> **EXERCISE**:
Write out the listing below word for word.

> **GIVEN RECORDS**:
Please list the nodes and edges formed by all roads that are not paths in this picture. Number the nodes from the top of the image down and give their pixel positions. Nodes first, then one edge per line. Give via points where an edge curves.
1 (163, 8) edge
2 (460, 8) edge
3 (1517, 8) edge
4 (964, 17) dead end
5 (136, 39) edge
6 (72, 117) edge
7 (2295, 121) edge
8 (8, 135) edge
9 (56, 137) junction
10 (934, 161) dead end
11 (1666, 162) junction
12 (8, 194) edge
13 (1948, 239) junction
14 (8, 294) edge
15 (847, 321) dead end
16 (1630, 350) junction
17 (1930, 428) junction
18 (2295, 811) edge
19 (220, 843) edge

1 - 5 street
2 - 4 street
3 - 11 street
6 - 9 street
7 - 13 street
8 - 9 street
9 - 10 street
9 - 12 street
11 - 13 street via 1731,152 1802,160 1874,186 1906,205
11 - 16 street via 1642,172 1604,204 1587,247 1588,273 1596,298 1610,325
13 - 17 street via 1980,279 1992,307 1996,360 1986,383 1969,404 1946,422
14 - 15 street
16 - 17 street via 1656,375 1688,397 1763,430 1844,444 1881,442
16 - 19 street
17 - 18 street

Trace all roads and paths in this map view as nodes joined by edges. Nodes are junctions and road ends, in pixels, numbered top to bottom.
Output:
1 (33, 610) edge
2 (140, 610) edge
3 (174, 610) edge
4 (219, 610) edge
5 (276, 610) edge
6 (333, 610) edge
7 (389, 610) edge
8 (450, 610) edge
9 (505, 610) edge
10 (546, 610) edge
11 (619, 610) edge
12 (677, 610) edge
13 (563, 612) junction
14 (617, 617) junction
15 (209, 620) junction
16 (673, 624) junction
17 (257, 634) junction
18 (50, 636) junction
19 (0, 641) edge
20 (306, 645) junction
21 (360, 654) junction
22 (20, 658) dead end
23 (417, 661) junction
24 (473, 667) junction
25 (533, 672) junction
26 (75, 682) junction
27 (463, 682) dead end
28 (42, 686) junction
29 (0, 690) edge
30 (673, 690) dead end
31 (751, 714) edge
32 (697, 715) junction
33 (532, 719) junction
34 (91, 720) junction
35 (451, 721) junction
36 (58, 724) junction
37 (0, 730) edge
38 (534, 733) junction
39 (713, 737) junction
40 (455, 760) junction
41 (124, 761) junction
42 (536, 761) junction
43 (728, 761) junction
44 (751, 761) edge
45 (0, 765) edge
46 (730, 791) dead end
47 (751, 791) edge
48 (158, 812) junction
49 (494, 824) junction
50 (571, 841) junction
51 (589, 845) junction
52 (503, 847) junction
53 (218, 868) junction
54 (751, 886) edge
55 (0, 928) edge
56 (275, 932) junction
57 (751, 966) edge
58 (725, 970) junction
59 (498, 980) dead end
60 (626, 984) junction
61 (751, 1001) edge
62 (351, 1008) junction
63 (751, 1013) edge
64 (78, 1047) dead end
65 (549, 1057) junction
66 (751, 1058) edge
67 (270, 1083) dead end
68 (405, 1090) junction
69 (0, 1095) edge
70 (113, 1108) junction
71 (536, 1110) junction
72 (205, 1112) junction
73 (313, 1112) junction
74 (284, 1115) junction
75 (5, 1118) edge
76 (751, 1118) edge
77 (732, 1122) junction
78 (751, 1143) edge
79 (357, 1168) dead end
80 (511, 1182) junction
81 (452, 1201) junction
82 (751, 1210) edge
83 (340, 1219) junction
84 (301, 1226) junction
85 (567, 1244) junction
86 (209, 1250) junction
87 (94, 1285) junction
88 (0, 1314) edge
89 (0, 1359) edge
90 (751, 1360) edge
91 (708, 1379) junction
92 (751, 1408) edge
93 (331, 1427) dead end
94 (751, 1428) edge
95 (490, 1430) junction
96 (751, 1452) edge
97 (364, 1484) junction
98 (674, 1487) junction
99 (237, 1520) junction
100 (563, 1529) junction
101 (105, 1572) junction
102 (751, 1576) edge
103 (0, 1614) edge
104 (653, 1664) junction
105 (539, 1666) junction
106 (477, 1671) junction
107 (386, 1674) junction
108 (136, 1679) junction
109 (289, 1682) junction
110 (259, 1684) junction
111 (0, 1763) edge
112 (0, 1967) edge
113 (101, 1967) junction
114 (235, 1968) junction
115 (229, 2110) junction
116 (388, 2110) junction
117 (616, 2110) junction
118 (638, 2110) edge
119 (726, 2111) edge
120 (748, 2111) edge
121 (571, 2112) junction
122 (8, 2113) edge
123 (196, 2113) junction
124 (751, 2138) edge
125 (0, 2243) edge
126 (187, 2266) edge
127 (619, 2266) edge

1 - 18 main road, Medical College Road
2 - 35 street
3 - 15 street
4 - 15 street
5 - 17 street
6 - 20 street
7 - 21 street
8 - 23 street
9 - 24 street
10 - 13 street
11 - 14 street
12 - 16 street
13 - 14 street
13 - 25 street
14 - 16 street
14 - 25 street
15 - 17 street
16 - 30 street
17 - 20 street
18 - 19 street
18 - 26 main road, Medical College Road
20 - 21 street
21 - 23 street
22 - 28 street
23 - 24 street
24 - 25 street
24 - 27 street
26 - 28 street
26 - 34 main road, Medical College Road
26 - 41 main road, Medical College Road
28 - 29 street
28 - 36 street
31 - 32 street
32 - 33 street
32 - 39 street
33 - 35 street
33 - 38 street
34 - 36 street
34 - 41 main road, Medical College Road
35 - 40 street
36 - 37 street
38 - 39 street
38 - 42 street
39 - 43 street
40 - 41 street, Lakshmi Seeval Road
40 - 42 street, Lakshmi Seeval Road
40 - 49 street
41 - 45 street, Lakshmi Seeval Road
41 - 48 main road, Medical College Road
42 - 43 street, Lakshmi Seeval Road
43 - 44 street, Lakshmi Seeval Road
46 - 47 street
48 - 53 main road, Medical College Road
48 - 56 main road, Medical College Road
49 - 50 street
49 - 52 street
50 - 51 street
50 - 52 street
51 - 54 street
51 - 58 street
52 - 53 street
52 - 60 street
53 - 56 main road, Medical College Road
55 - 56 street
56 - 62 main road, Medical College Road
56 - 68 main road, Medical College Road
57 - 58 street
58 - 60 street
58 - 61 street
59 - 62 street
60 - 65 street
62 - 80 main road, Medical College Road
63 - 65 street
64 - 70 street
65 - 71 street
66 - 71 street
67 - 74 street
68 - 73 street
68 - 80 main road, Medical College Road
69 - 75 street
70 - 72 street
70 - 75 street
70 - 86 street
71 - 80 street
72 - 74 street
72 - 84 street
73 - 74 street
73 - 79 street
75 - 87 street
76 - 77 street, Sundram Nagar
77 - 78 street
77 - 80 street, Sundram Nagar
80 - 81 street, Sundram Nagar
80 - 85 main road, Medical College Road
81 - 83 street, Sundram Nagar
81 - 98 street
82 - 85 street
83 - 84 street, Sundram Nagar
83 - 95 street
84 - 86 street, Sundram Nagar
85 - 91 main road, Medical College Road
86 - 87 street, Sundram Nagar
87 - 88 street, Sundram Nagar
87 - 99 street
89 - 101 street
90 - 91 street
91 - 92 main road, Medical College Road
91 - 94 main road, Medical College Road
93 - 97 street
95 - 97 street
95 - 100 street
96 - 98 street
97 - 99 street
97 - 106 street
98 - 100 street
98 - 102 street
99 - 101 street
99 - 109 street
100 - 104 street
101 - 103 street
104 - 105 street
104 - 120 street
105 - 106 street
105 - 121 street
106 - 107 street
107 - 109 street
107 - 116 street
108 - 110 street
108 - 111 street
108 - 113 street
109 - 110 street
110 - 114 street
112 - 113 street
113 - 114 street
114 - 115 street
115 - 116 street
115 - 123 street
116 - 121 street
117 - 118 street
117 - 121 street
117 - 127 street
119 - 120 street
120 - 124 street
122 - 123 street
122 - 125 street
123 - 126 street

> **EXPECTED OUTPUT**:
Please list the nodes and edges formed by all roads that are not paths in this picture. Number the nodes from the top of the image down and give their pixel positions. Nodes first, then one edge per line. Give via points where an edge curves.
1 (163, 8) edge
2 (460, 8) edge
3 (1517, 8) edge
4 (964, 17) dead end
5 (136, 39) edge
6 (72, 117) edge
7 (2295, 121) edge
8 (8, 135) edge
9 (56, 137) junction
10 (934, 161) dead end
11 (1666, 162) junction
12 (8, 194) edge
13 (1948, 239) junction
14 (8, 294) edge
15 (847, 321) dead end
16 (1630, 350) junction
17 (1930, 428) junction
18 (2295, 811) edge
19 (220, 843) edge

1 - 5 street
2 - 4 street
3 - 11 street
6 - 9 street
7 - 13 street
8 - 9 street
9 - 10 street
9 - 12 street
11 - 13 street via 1731,152 1802,160 1874,186 1906,205
11 - 16 street via 1642,172 1604,204 1587,247 1588,273 1596,298 1610,325
13 - 17 street via 1980,279 1992,307 1996,360 1986,383 1969,404 1946,422
14 - 15 street
16 - 17 street via 1656,375 1688,397 1763,430 1844,444 1881,442
16 - 19 street
17 - 18 street

Trace all roads and paths in this map view as nodes joined by edges. Nodes are junctions and road ends, in pixels, numbered top to bottom.
Output:
1 (33, 610) edge
2 (140, 610) edge
3 (174, 610) edge
4 (219, 610) edge
5 (276, 610) edge
6 (333, 610) edge
7 (389, 610) edge
8 (450, 610) edge
9 (505, 610) edge
10 (546, 610) edge
11 (619, 610) edge
12 (677, 610) edge
13 (563, 612) junction
14 (617, 617) junction
15 (209, 620) junction
16 (673, 624) junction
17 (257, 634) junction
18 (50, 636) junction
19 (0, 641) edge
20 (306, 645) junction
21 (360, 654) junction
22 (20, 658) dead end
23 (417, 661) junction
24 (473, 667) junction
25 (533, 672) junction
26 (75, 682) junction
27 (463, 682) dead end
28 (42, 686) junction
29 (0, 690) edge
30 (673, 690) dead end
31 (751, 714) edge
32 (697, 715) junction
33 (532, 719) junction
34 (91, 720) junction
35 (451, 721) junction
36 (58, 724) junction
37 (0, 730) edge
38 (534, 733) junction
39 (713, 737) junction
40 (455, 760) junction
41 (124, 761) junction
42 (536, 761) junction
43 (728, 761) junction
44 (751, 761) edge
45 (0, 765) edge
46 (730, 791) dead end
47 (751, 791) edge
48 (158, 812) junction
49 (494, 824) junction
50 (571, 841) junction
51 (589, 845) junction
52 (503, 847) junction
53 (218, 868) junction
54 (751, 886) edge
55 (0, 928) edge
56 (275, 932) junction
57 (751, 966) edge
58 (725, 970) junction
59 (498, 980) dead end
60 (626, 984) junction
61 (751, 1001) edge
62 (351, 1008) junction
63 (751, 1013) edge
64 (78, 1047) dead end
65 (549, 1057) junction
66 (751, 1058) edge
67 (270, 1083) dead end
68 (405, 1090) junction
69 (0, 1095) edge
70 (113, 1108) junction
71 (536, 1110) junction
72 (205, 1112) junction
73 (313, 1112) junction
74 (284, 1115) junction
75 (5, 1118) edge
76 (751, 1118) edge
77 (732, 1122) junction
78 (751, 1143) edge
79 (357, 1168) dead end
80 (511, 1182) junction
81 (452, 1201) junction
82 (751, 1210) edge
83 (340, 1219) junction
84 (301, 1226) junction
85 (567, 1244) junction
86 (209, 1250) junction
87 (94, 1285) junction
88 (0, 1314) edge
89 (0, 1359) edge
90 (751, 1360) edge
91 (708, 1379) junction
92 (751, 1408) edge
93 (331, 1427) dead end
94 (751, 1428) edge
95 (490, 1430) junction
96 (751, 1452) edge
97 (364, 1484) junction
98 (674, 1487) junction
99 (237, 1520) junction
100 (563, 1529) junction
101 (105, 1572) junction
102 (751, 1576) edge
103 (0, 1614) edge
104 (653, 1664) junction
105 (539, 1666) junction
106 (477, 1671) junction
107 (386, 1674) junction
108 (136, 1679) junction
109 (289, 1682) junction
110 (259, 1684) junction
111 (0, 1763) edge
112 (0, 1967) edge
113 (101, 1967) junction
114 (235, 1968) junction
115 (229, 2110) junction
116 (388, 2110) junction
117 (616, 2110) junction
118 (638, 2110) edge
119 (726, 2111) edge
120 (748, 2111) edge
121 (571, 2112) junction
122 (8, 2113) edge
123 (196, 2113) junction
124 (751, 2138) edge
125 (0, 2243) edge
126 (187, 2266) edge
127 (619, 2266) edge

1 - 18 main road, Medical College Road
2 - 35 street
3 - 15 street
4 - 15 street
5 - 17 street
6 - 20 street
7 - 21 street
8 - 23 street
9 - 24 street
10 - 13 street
11 - 14 street
12 - 16 street
13 - 14 street
13 - 25 street
14 - 16 street
14 - 25 street
15 - 17 street
16 - 30 street
17 - 20 street
18 - 19 street
18 - 26 main road, Medical College Road
20 - 21 street
21 - 23 street
22 - 28 street
23 - 24 street
24 - 25 street
24 - 27 street
26 - 28 street
26 - 34 main road, Medical College Road
26 - 41 main road, Medical College Road
28 - 29 street
28 - 36 street
31 - 32 street
32 - 33 street
32 - 39 street
33 - 35 street
33 - 38 street
34 - 36 street
34 - 41 main road, Medical College Road
35 - 40 street
36 - 37 street
38 - 39 street
38 - 42 street
39 - 43 street
40 - 41 street, Lakshmi Seeval Road
40 - 42 street, Lakshmi Seeval Road
40 - 49 street
41 - 45 street, Lakshmi Seeval Road
41 - 48 main road, Medical College Road
42 - 43 street, Lakshmi Seeval Road
43 - 44 street, Lakshmi Seeval Road
46 - 47 street
48 - 53 main road, Medical College Road
48 - 56 main road, Medical College Road
49 - 50 street
49 - 52 street
50 - 51 street
50 - 52 street
51 - 54 street
51 - 58 street
52 - 53 street
52 - 60 street
53 - 56 main road, Medical College Road
55 - 56 street
56 - 62 main road, Medical College Road
56 - 68 main road, Medical College Road
57 - 58 street
58 - 60 street
58 - 61 street
59 - 62 street
60 - 65 street
62 - 80 main road, Medical College Road
63 - 65 street
64 - 70 street
65 - 71 street
66 - 71 street
67 - 74 street
68 - 73 street
68 - 80 main road, Medical College Road
69 - 75 street
70 - 72 street
70 - 75 street
70 - 86 street
71 - 80 street
72 - 74 street
72 - 84 street
73 - 74 street
73 - 79 street
75 - 87 street
76 - 77 street, Sundram Nagar
77 - 78 street
77 - 80 street, Sundram Nagar
80 - 81 street, Sundram Nagar
80 - 85 main road, Medical College Road
81 - 83 street, Sundram Nagar
81 - 98 street
82 - 85 street
83 - 84 street, Sundram Nagar
83 - 95 street
84 - 86 street, Sundram Nagar
85 - 91 main road, Medical College Road
86 - 87 street, Sundram Nagar
87 - 88 street, Sundram Nagar
87 - 99 street
89 - 101 street
90 - 91 street
91 - 92 main road, Medical College Road
91 - 94 main road, Medical College Road
93 - 97 street
95 - 97 street
95 - 100 street
96 - 98 street
97 - 99 street
97 - 106 street
98 - 100 street
98 - 102 street
99 - 101 street
99 - 109 street
100 - 104 street
101 - 103 street
104 - 105 street
104 - 120 street
105 - 106 street
105 - 121 street
106 - 107 street
107 - 109 street
107 - 116 street
108 - 110 street
108 - 111 street
108 - 113 street
109 - 110 street
110 - 114 street
112 - 113 street
113 - 114 street
114 - 115 street
115 - 116 street
115 - 123 street
116 - 121 street
117 - 118 street
117 - 121 street
117 - 127 street
119 - 120 street
120 - 124 street
122 - 123 street
122 - 125 street
123 - 126 street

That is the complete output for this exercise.